## [Provided data]
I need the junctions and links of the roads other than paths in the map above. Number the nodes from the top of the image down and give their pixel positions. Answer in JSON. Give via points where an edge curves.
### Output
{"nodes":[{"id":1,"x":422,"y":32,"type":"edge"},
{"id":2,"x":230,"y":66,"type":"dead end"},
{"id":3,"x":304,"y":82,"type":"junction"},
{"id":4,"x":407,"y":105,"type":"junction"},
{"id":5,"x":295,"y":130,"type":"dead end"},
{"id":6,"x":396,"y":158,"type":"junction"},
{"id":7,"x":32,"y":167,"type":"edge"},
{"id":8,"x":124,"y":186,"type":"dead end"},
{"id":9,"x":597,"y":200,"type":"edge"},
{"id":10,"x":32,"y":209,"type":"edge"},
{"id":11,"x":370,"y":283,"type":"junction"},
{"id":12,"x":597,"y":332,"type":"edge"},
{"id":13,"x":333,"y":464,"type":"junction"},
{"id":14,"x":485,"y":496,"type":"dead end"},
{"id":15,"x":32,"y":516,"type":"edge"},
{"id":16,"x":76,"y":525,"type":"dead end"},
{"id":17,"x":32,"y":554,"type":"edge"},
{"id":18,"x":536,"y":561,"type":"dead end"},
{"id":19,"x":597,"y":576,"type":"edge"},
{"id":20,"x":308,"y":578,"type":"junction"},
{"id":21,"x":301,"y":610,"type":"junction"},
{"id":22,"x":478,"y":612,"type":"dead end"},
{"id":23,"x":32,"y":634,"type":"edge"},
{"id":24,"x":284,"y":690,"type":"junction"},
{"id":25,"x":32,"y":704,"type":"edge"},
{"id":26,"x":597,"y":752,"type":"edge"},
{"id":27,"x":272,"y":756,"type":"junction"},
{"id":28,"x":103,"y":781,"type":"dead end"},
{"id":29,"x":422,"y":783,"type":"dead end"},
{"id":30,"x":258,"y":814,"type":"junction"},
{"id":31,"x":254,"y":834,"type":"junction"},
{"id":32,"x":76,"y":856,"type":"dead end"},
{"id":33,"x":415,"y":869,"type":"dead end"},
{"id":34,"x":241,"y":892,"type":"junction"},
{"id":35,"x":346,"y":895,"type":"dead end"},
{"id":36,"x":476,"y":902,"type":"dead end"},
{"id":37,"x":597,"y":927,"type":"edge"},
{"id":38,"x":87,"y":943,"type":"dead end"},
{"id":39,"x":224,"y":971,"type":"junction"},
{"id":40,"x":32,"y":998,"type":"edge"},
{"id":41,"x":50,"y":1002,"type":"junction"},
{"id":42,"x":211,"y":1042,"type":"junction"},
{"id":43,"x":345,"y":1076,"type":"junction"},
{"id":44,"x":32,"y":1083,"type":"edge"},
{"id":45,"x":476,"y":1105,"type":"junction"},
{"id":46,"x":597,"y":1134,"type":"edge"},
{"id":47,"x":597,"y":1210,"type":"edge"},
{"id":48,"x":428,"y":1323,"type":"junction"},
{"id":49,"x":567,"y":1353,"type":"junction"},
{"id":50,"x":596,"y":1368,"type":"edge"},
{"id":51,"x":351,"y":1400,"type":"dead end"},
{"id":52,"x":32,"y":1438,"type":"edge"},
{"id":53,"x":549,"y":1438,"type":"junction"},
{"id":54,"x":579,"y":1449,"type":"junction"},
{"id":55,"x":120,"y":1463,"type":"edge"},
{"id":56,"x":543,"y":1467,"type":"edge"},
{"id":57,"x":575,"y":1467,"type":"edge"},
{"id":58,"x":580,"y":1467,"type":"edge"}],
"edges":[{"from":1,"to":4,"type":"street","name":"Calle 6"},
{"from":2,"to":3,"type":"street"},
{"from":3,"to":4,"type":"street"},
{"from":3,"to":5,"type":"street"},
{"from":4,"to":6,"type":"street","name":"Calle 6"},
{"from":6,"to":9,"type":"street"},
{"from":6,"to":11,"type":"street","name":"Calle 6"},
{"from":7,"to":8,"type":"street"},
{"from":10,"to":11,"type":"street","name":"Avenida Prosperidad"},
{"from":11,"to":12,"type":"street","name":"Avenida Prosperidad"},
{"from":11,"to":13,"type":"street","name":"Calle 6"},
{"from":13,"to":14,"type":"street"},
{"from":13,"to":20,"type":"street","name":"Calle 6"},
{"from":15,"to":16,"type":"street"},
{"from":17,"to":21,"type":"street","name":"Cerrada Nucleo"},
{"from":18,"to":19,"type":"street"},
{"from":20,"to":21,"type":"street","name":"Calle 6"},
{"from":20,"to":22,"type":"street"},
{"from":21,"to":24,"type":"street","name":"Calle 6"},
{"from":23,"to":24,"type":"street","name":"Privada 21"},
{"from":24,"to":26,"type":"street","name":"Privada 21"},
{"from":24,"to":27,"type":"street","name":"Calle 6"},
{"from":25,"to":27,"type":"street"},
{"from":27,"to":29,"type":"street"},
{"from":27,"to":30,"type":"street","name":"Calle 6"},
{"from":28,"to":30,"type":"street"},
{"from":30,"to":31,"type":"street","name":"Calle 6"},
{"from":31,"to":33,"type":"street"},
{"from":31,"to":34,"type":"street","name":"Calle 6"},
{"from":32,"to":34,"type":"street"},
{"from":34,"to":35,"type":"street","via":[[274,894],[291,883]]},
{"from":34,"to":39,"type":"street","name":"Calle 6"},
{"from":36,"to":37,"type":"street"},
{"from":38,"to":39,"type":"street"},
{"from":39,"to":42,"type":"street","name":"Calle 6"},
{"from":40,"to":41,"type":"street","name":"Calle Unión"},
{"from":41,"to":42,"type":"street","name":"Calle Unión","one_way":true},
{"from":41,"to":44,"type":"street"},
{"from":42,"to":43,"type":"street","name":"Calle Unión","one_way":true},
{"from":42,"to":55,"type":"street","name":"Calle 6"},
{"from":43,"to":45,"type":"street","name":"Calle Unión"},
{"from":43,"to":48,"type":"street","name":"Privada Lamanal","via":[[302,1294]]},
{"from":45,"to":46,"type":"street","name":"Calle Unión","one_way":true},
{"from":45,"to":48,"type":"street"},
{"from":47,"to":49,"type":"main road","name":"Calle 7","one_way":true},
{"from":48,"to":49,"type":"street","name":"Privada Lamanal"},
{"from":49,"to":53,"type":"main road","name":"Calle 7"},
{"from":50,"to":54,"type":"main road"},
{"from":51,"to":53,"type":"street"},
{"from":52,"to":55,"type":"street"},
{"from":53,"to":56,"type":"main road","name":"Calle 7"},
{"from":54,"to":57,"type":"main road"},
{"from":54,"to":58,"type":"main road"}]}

## [Your goal]
The entries shown above must be restated word for word.

## [Answer]
I need the junctions and links of the roads other than paths in the map above. Number the nodes from the top of the image down and give their pixel positions. Answer in JSON. Give via points where an edge curves.
### Output
{"nodes":[{"id":1,"x":422,"y":32,"type":"edge"},
{"id":2,"x":230,"y":66,"type":"dead end"},
{"id":3,"x":304,"y":82,"type":"junction"},
{"id":4,"x":407,"y":105,"type":"junction"},
{"id":5,"x":295,"y":130,"type":"dead end"},
{"id":6,"x":396,"y":158,"type":"junction"},
{"id":7,"x":32,"y":167,"type":"edge"},
{"id":8,"x":124,"y":186,"type":"dead end"},
{"id":9,"x":597,"y":200,"type":"edge"},
{"id":10,"x":32,"y":209,"type":"edge"},
{"id":11,"x":370,"y":283,"type":"junction"},
{"id":12,"x":597,"y":332,"type":"edge"},
{"id":13,"x":333,"y":464,"type":"junction"},
{"id":14,"x":485,"y":496,"type":"dead end"},
{"id":15,"x":32,"y":516,"type":"edge"},
{"id":16,"x":76,"y":525,"type":"dead end"},
{"id":17,"x":32,"y":554,"type":"edge"},
{"id":18,"x":536,"y":561,"type":"dead end"},
{"id":19,"x":597,"y":576,"type":"edge"},
{"id":20,"x":308,"y":578,"type":"junction"},
{"id":21,"x":301,"y":610,"type":"junction"},
{"id":22,"x":478,"y":612,"type":"dead end"},
{"id":23,"x":32,"y":634,"type":"edge"},
{"id":24,"x":284,"y":690,"type":"junction"},
{"id":25,"x":32,"y":704,"type":"edge"},
{"id":26,"x":597,"y":752,"type":"edge"},
{"id":27,"x":272,"y":756,"type":"junction"},
{"id":28,"x":103,"y":781,"type":"dead end"},
{"id":29,"x":422,"y":783,"type":"dead end"},
{"id":30,"x":258,"y":814,"type":"junction"},
{"id":31,"x":254,"y":834,"type":"junction"},
{"id":32,"x":76,"y":856,"type":"dead end"},
{"id":33,"x":415,"y":869,"type":"dead end"},
{"id":34,"x":241,"y":892,"type":"junction"},
{"id":35,"x":346,"y":895,"type":"dead end"},
{"id":36,"x":476,"y":902,"type":"dead end"},
{"id":37,"x":597,"y":927,"type":"edge"},
{"id":38,"x":87,"y":943,"type":"dead end"},
{"id":39,"x":224,"y":971,"type":"junction"},
{"id":40,"x":32,"y":998,"type":"edge"},
{"id":41,"x":50,"y":1002,"type":"junction"},
{"id":42,"x":211,"y":1042,"type":"junction"},
{"id":43,"x":345,"y":1076,"type":"junction"},
{"id":44,"x":32,"y":1083,"type":"edge"},
{"id":45,"x":476,"y":1105,"type":"junction"},
{"id":46,"x":597,"y":1134,"type":"edge"},
{"id":47,"x":597,"y":1210,"type":"edge"},
{"id":48,"x":428,"y":1323,"type":"junction"},
{"id":49,"x":567,"y":1353,"type":"junction"},
{"id":50,"x":596,"y":1368,"type":"edge"},
{"id":51,"x":351,"y":1400,"type":"dead end"},
{"id":52,"x":32,"y":1438,"type":"edge"},
{"id":53,"x":549,"y":1438,"type":"junction"},
{"id":54,"x":579,"y":1449,"type":"junction"},
{"id":55,"x":120,"y":1463,"type":"edge"},
{"id":56,"x":543,"y":1467,"type":"edge"},
{"id":57,"x":575,"y":1467,"type":"edge"},
{"id":58,"x":580,"y":1467,"type":"edge"}],
"edges":[{"from":1,"to":4,"type":"street","name":"Calle 6"},
{"from":2,"to":3,"type":"street"},
{"from":3,"to":4,"type":"street"},
{"from":3,"to":5,"type":"street"},
{"from":4,"to":6,"type":"street","name":"Calle 6"},
{"from":6,"to":9,"type":"street"},
{"from":6,"to":11,"type":"street","name":"Calle 6"},
{"from":7,"to":8,"type":"street"},
{"from":10,"to":11,"type":"street","name":"Avenida Prosperidad"},
{"from":11,"to":12,"type":"street","name":"Avenida Prosperidad"},
{"from":11,"to":13,"type":"street","name":"Calle 6"},
{"from":13,"to":14,"type":"street"},
{"from":13,"to":20,"type":"street","name":"Calle 6"},
{"from":15,"to":16,"type":"street"},
{"from":17,"to":21,"type":"street","name":"Cerrada Nucleo"},
{"from":18,"to":19,"type":"street"},
{"from":20,"to":21,"type":"street","name":"Calle 6"},
{"from":20,"to":22,"type":"street"},
{"from":21,"to":24,"type":"street","name":"Calle 6"},
{"from":23,"to":24,"type":"street","name":"Privada 21"},
{"from":24,"to":26,"type":"street","name":"Privada 21"},
{"from":24,"to":27,"type":"street","name":"Calle 6"},
{"from":25,"to":27,"type":"street"},
{"from":27,"to":29,"type":"street"},
{"from":27,"to":30,"type":"street","name":"Calle 6"},
{"from":28,"to":30,"type":"street"},
{"from":30,"to":31,"type":"street","name":"Calle 6"},
{"from":31,"to":33,"type":"street"},
{"from":31,"to":34,"type":"street","name":"Calle 6"},
{"from":32,"to":34,"type":"street"},
{"from":34,"to":35,"type":"street","via":[[274,894],[291,883]]},
{"from":34,"to":39,"type":"street","name":"Calle 6"},
{"from":36,"to":37,"type":"street"},
{"from":38,"to":39,"type":"street"},
{"from":39,"to":42,"type":"street","name":"Calle 6"},
{"from":40,"to":41,"type":"street","name":"Calle Unión"},
{"from":41,"to":42,"type":"street","name":"Calle Unión","one_way":true},
{"from":41,"to":44,"type":"street"},
{"from":42,"to":43,"type":"street","name":"Calle Unión","one_way":true},
{"from":42,"to":55,"type":"street","name":"Calle 6"},
{"from":43,"to":45,"type":"street","name":"Calle Unión"},
{"from":43,"to":48,"type":"street","name":"Privada Lamanal","via":[[302,1294]]},
{"from":45,"to":46,"type":"street","name":"Calle Unión","one_way":true},
{"from":45,"to":48,"type":"street"},
{"from":47,"to":49,"type":"main road","name":"Calle 7","one_way":true},
{"from":48,"to":49,"type":"street","name":"Privada Lamanal"},
{"from":49,"to":53,"type":"main road","name":"Calle 7"},
{"from":50,"to":54,"type":"main road"},
{"from":51,"to":53,"type":"street"},
{"from":52,"to":55,"type":"street"},
{"from":53,"to":56,"type":"main road","name":"Calle 7"},
{"from":54,"to":57,"type":"main road"},
{"from":54,"to":58,"type":"main road"}]}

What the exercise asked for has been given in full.